_What to do_: Using the records below, locate all lines containing "Walmart" and return them.
[Available data]
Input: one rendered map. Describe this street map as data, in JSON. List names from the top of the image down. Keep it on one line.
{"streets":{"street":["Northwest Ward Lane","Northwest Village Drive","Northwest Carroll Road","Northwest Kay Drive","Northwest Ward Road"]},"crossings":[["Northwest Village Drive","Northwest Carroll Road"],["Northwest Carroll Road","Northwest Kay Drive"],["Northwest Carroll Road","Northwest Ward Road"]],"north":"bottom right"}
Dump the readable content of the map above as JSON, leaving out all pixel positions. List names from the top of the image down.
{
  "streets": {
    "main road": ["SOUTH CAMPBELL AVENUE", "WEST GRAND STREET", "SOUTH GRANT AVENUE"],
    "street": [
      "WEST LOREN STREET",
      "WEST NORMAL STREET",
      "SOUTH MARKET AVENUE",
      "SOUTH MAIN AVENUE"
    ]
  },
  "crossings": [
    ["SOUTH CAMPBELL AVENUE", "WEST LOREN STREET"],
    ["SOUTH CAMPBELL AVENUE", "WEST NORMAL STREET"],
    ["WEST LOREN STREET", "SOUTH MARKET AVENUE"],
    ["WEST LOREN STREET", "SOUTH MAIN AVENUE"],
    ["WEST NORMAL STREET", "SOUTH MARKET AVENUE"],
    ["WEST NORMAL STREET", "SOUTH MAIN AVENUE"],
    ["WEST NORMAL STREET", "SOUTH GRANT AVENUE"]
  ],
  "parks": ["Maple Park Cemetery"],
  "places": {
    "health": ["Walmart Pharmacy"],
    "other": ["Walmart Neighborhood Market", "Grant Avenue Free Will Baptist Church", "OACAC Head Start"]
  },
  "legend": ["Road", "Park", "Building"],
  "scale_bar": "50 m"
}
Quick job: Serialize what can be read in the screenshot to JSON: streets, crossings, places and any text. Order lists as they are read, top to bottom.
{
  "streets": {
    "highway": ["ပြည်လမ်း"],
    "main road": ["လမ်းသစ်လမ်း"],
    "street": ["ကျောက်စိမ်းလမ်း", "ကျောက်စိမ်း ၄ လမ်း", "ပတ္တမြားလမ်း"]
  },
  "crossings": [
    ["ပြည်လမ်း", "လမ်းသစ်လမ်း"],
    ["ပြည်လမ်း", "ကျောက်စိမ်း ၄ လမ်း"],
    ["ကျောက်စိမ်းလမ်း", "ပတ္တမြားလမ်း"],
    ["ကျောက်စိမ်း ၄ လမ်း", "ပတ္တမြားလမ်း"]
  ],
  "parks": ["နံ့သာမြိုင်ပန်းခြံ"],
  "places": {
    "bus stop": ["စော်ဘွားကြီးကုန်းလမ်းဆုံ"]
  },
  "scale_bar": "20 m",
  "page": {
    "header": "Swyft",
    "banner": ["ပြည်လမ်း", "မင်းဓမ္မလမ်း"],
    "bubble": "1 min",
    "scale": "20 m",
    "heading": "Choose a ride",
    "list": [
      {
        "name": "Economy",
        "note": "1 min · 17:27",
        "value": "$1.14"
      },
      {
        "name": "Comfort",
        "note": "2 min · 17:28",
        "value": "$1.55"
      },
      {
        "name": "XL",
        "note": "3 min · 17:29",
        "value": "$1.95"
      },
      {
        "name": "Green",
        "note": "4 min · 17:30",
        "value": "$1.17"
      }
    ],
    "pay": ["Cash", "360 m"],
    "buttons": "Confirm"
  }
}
[/Available data]
_Written solution_:
    "health": ["Walmart Pharmacy"],
    "other": ["Walmart Neighborhood Market", "Grant Avenue Free Will Baptist Church", "OACAC Head Start"]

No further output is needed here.